I first made her Pumpkin Soup, Housewife Style (she is careful to distinguish between this and something more ‘restaurant style’). A few changes were made, necessary for how I eat, but with the heart of the recipe in tact. The eggs, cracked in at the final moments, were too overpowering for me. And it was a little too thin. But I learned. I learned my family love thick soups. Spoonfuls that really fill your mouth and need a few moments between each.
This is where my soup completely departs from the Madame: I think quinoa would have been rather foreign to the 1920s French kitchen! I’ve tried both quinoa flour and quinoa flakes, and both give the soup an incredible, coat-your-spoon thickness. The scents of pumpkin and quinoa warm up a room and make an incredible combination of nutty, sweet and creamy all at once. And so what began as a wish for a simple bright bowl to warm an unseasonably cool day turned into what is now my favorite soup.
But it is still somewhat the Madame’s. The milk and just a hint of raw sugar are entirely her additions, and they truly add an extra level of comfort to this warming bowl.
Update (March 20): I’m excited to be joining in a blogging event, called “Go Ahead Honey, It’s Gluten-Free!”. Created by Naomi Devlin, and hosted this month by Linda, the theme for this month is seasonal soups. Since we have just crossed into Autumn here in Australia, and the new season’s pumpkins are brightly filling our vegetable crates, I thought this soup would sit well with the theme. I’ve also ‘updated’ the soup, with the suggestion of sweet potato, as I made this variation recently and enjoyed it so much. Thanks, Linda, for hosting, and I look forward to joining in again.

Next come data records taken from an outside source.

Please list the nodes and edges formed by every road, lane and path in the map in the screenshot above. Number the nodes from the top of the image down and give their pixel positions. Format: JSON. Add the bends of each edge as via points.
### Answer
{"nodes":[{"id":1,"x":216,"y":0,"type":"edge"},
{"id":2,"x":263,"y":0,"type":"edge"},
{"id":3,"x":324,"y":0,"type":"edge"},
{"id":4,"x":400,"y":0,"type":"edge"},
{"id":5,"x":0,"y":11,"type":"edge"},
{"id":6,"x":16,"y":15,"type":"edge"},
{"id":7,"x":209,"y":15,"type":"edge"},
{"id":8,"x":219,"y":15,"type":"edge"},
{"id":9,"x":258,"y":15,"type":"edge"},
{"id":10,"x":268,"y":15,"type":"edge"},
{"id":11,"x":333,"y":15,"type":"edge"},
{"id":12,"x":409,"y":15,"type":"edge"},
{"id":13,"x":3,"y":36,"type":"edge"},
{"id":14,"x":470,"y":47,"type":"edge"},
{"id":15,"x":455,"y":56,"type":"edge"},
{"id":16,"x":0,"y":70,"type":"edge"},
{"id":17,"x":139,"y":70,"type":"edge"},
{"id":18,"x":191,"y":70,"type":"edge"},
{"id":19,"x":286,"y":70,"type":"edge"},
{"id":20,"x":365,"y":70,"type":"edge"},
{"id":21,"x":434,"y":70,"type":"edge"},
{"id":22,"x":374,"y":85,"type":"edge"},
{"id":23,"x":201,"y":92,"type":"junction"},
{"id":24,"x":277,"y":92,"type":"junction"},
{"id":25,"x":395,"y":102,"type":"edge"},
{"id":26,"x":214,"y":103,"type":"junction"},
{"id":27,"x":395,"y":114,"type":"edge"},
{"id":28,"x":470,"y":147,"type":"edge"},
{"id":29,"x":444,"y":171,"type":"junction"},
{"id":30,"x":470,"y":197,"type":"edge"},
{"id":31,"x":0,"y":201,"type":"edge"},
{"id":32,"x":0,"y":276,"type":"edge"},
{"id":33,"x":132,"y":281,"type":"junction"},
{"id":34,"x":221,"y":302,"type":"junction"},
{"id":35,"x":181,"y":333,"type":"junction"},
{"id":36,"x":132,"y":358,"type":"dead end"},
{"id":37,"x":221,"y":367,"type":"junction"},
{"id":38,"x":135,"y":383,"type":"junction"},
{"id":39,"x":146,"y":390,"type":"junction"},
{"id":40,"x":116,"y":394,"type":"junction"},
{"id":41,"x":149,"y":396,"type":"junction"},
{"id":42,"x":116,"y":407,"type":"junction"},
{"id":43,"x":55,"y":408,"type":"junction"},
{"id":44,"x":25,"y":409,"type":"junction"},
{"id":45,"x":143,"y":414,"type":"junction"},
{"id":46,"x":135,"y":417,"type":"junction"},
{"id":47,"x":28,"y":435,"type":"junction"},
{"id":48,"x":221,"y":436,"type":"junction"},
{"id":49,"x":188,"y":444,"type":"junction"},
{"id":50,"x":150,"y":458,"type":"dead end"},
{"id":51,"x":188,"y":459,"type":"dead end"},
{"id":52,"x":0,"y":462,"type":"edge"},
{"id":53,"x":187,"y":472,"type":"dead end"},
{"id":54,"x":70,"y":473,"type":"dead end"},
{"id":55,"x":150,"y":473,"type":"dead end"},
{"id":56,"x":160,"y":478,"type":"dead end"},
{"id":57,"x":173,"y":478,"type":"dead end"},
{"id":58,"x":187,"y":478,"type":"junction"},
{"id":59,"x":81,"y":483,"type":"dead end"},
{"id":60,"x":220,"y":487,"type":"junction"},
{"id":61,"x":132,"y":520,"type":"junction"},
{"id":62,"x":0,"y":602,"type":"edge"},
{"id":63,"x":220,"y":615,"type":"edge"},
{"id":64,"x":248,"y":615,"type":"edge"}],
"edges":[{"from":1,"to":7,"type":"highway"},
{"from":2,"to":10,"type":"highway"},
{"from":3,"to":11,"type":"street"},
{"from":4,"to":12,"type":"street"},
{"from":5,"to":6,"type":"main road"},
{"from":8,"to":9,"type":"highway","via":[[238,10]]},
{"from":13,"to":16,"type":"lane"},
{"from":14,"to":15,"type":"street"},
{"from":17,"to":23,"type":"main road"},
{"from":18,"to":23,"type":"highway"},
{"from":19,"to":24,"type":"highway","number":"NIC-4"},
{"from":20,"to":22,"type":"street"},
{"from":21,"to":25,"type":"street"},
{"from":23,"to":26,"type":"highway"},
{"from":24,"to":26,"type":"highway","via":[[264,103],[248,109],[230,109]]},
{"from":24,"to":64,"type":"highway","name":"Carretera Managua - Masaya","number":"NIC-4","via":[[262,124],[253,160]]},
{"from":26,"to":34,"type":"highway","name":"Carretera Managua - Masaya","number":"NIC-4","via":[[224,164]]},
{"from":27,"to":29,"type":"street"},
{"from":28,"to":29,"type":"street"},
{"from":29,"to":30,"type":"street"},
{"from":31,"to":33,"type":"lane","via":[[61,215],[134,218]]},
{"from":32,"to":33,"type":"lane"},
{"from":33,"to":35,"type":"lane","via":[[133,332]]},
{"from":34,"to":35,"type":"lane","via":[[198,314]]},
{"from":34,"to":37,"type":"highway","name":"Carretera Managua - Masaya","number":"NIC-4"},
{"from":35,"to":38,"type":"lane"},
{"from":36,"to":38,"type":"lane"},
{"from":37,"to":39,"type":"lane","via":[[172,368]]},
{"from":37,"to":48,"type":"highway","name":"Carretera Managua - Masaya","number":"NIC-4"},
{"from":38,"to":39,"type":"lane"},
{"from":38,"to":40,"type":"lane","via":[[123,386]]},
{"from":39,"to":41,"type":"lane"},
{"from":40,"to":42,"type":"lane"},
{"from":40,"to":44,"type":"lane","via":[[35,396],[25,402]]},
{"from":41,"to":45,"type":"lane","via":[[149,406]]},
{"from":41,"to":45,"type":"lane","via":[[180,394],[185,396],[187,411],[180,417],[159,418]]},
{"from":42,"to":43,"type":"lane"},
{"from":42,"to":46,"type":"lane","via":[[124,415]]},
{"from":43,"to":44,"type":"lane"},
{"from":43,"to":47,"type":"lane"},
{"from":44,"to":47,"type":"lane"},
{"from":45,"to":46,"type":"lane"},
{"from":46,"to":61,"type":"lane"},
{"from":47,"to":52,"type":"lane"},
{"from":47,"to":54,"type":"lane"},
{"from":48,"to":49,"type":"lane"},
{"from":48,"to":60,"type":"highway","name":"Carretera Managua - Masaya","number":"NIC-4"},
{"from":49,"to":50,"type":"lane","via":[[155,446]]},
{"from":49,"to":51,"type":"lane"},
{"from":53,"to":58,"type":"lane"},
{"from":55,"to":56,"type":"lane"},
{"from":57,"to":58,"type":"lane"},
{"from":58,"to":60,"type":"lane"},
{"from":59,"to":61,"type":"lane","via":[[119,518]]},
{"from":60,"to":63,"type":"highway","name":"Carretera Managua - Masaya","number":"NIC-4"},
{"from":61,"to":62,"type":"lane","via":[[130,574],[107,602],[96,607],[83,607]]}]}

Recipe: Pumpkin & Quinoa soup
Inspired by ‘Pumpkin Soup-Housewife Style’ in La Bonne Cuisine de Madame E .Saint Ange, TenSpeed Press (2005).
- 1kg pumpkin, peeled and cut into 1-inch cubes
- 3 carrots, peeled and cut in half lengthways*. Keep the pieces large as you will remove them after boiling.
- Updated version: you can replace the carrot with a medium-sized sweet potato. I recently tried and loved this variation; it results it a slightly thicker and sweeter soup.
- ¼ teaspoon each: nutmeg, salt, black pepper
- 4 cups water
- 1 ½ cups milk
- 1 tablespoon raw sugar OR 1 tablespoon of honey
- 1 + 3/4 cups quinoa flakes
- ¼ teaspoon nutmeg, extra
*the Madame also explains that if the inner circle of your carrots is particularly white, cut this out. It is very bland and since carrots have a high water content, it will take flavour away from the taste of the broth.
1. In a large saucepan, bring the water to a boil and add the pumpkin, carrot/sweet potato, nutmeg, salt and pepper. Continue to boil until the pumpkin (and sweet potato, if using) is soft
2. Strain the vegetables and keep the water, which is now your vegetable broth/stock. Remove and discard the carrot. Put the pumpkin (and sweet potato, if using) back into the saucepan and mash
3. Add the milk and sugar/honey, stir and then bring to the boil
4. Add 2 cups of the vegetable broth back to the saucepan, followed by the quinoa flakes and extra nutmeg. You can discard the other 2 cups of broth, or use for another purpose
5. Simmer on medium for 20 minutes
6. Puree in a blender or with a hand-held mixer, and then serve
I hope this warms you on the next chilly day that comes around.